Should the entries contain pictures, leave them out and return exactly the lines from the first through the line holding "Which roads connect".
-- -- --
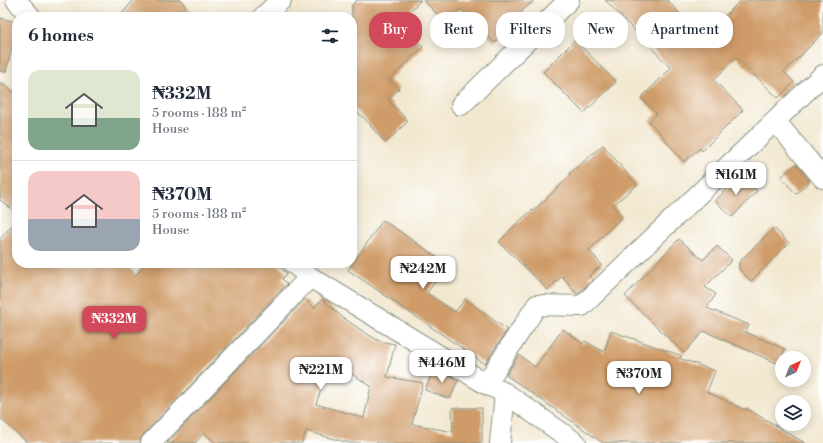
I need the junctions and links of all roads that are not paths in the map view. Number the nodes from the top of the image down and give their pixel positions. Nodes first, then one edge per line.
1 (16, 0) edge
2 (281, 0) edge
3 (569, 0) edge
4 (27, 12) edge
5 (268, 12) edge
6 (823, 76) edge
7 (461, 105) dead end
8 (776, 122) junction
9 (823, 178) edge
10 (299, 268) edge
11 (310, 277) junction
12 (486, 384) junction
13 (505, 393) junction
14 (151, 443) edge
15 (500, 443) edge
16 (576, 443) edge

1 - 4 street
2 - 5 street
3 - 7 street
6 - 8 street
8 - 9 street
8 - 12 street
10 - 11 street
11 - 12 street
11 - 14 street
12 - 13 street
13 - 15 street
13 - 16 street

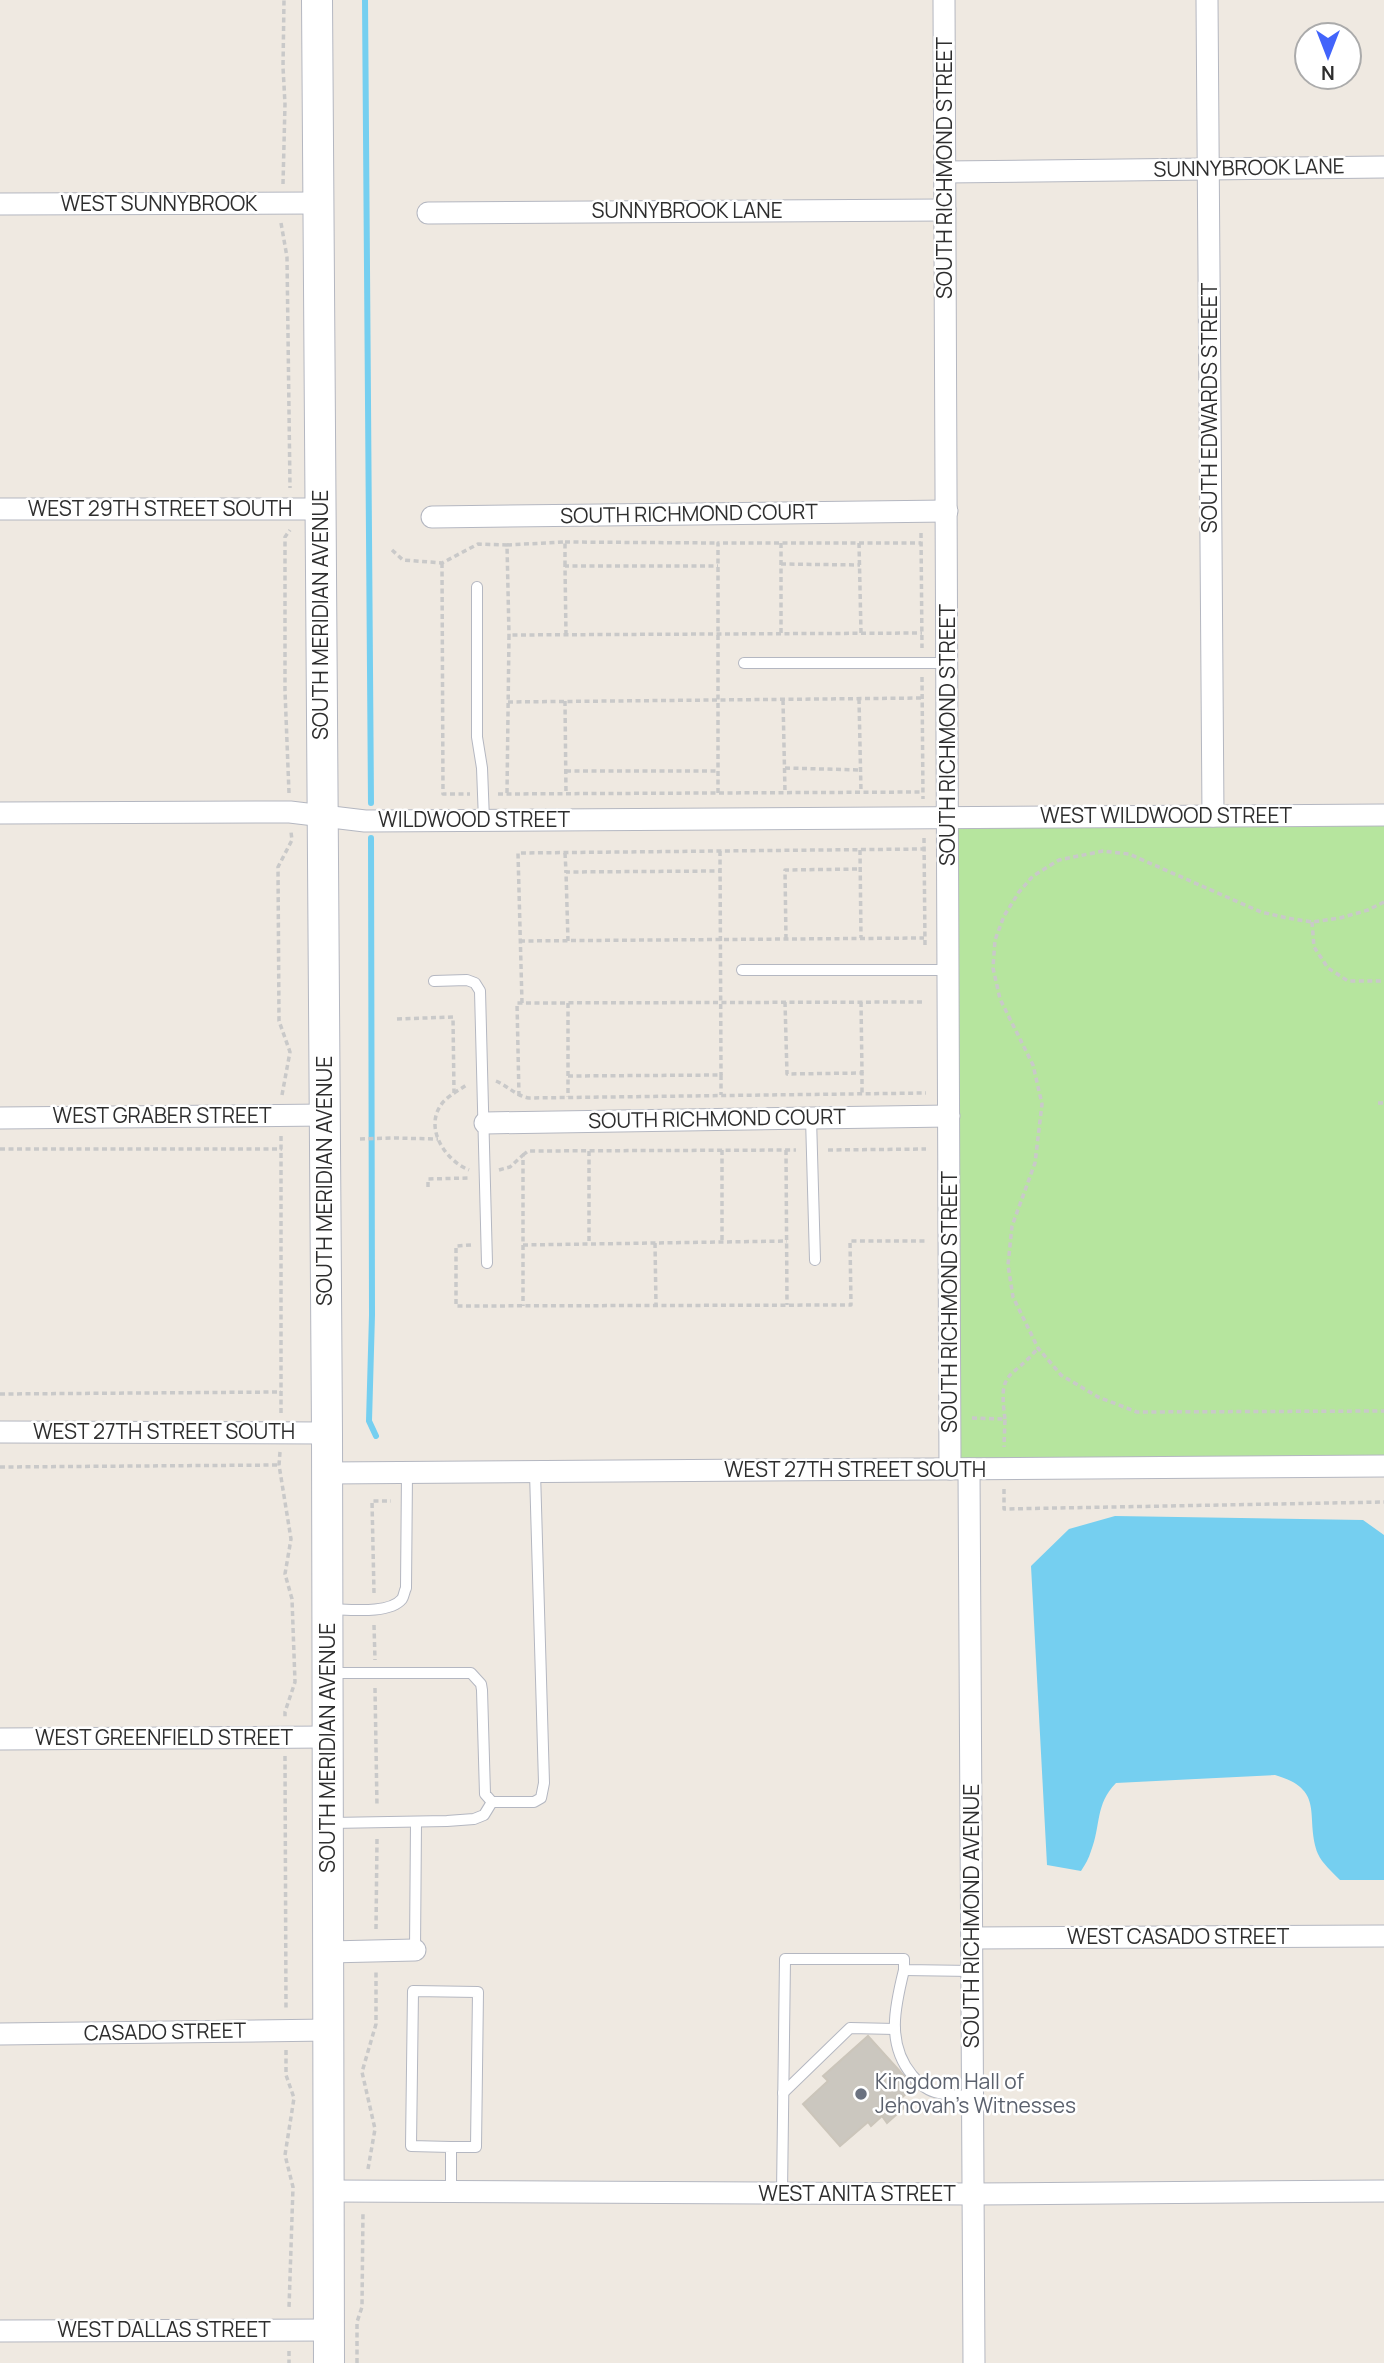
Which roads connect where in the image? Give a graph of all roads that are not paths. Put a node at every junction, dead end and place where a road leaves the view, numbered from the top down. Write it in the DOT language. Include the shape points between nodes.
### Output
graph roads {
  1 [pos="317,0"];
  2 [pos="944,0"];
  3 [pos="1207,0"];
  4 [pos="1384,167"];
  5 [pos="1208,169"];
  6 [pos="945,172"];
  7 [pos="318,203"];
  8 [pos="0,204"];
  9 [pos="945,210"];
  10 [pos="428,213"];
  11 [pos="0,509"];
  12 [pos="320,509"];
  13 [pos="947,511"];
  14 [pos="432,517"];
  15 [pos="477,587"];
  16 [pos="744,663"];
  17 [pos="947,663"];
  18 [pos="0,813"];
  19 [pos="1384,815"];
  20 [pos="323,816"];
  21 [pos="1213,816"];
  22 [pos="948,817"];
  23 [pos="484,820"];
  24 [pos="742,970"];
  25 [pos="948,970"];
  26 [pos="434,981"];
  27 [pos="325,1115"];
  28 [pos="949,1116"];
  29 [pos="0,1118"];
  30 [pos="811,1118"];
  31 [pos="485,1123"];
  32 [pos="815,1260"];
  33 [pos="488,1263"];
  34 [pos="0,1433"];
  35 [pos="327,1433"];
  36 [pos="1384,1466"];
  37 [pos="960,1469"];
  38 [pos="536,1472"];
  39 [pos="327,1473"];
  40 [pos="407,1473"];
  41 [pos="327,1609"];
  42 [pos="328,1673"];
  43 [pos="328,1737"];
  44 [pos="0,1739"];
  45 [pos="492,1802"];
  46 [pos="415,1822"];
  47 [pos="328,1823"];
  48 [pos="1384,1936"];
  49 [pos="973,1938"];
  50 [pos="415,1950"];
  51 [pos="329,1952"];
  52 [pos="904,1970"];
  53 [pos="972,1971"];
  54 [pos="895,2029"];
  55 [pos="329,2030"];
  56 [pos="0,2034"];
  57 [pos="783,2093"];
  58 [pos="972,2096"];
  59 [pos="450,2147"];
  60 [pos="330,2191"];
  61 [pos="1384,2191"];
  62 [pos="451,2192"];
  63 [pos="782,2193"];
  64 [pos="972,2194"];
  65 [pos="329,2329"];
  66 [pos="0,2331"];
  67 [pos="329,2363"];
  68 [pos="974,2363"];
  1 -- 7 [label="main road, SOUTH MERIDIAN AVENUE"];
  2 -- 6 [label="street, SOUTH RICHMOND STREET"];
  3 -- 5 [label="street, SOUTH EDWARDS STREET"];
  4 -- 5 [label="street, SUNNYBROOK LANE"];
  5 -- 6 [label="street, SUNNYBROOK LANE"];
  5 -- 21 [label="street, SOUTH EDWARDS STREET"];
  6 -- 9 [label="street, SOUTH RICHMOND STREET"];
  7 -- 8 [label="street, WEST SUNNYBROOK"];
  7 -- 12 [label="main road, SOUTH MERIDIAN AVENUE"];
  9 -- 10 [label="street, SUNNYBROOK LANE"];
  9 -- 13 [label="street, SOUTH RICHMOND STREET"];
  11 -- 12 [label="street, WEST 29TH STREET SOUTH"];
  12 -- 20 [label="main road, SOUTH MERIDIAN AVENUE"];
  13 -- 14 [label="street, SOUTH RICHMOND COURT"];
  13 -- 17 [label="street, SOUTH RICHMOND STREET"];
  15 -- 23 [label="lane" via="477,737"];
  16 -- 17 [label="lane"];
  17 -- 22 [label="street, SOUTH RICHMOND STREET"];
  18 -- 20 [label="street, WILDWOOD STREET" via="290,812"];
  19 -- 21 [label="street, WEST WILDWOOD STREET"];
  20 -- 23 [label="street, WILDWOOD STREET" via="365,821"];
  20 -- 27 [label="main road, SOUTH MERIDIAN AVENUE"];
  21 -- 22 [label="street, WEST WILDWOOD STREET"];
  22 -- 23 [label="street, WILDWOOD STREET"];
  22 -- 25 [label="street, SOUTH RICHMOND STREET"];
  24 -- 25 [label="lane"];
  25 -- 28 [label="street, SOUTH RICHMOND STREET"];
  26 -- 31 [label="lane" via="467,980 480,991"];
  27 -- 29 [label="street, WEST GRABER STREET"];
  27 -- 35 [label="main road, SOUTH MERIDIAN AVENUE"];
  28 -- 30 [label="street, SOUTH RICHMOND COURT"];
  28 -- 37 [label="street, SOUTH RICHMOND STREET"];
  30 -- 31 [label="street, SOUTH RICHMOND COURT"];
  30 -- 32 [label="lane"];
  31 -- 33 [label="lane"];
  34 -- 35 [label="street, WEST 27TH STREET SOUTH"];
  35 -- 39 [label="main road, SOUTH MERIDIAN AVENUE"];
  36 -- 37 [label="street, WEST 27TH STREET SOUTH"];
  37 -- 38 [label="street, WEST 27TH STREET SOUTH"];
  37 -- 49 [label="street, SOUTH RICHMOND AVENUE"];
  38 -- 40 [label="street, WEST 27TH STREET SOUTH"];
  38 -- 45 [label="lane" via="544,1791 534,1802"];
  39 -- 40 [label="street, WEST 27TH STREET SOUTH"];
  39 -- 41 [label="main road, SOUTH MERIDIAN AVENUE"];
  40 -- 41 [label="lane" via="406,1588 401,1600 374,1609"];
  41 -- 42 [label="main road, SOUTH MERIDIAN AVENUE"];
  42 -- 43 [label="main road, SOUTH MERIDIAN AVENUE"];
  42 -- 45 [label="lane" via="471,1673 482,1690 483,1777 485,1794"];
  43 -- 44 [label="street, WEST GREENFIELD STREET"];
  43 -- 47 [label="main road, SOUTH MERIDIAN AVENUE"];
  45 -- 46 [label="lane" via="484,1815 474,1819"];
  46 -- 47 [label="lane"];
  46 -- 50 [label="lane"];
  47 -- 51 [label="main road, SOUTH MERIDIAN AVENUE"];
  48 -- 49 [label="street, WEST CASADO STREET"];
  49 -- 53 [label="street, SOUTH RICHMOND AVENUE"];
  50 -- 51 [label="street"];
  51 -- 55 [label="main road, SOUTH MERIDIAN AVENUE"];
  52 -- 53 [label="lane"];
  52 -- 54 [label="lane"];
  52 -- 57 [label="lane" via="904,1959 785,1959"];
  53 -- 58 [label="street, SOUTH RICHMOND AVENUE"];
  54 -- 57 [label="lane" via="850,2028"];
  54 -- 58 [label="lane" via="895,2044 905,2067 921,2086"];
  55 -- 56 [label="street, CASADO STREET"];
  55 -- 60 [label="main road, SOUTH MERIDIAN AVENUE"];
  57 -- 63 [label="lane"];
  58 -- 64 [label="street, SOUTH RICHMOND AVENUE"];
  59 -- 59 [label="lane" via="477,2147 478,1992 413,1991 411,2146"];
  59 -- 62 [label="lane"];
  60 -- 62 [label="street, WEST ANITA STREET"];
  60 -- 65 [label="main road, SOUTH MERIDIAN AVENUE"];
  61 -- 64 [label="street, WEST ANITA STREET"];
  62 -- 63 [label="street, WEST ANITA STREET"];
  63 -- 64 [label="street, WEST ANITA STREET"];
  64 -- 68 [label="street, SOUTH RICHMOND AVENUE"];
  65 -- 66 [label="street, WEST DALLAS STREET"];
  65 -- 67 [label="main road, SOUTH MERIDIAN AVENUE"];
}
-- -- --
TASK ANSWER:
I need the junctions and links of all roads that are not paths in the map view. Number the nodes from the top of the image down and give their pixel positions. Nodes first, then one edge per line.
1 (16, 0) edge
2 (281, 0) edge
3 (569, 0) edge
4 (27, 12) edge
5 (268, 12) edge
6 (823, 76) edge
7 (461, 105) dead end
8 (776, 122) junction
9 (823, 178) edge
10 (299, 268) edge
11 (310, 277) junction
12 (486, 384) junction
13 (505, 393) junction
14 (151, 443) edge
15 (500, 443) edge
16 (576, 443) edge

1 - 4 street
2 - 5 street
3 - 7 street
6 - 8 street
8 - 9 street
8 - 12 street
10 - 11 street
11 - 12 street
11 - 14 street
12 - 13 street
13 - 15 street
13 - 16 street

Which roads connect where in the image? Give a graph of all roads that are not paths. Put a node at every junction, dead end and place where a road leaves the view, numbered from the top down. Write it in the DOT language. Include the shape points between nodes.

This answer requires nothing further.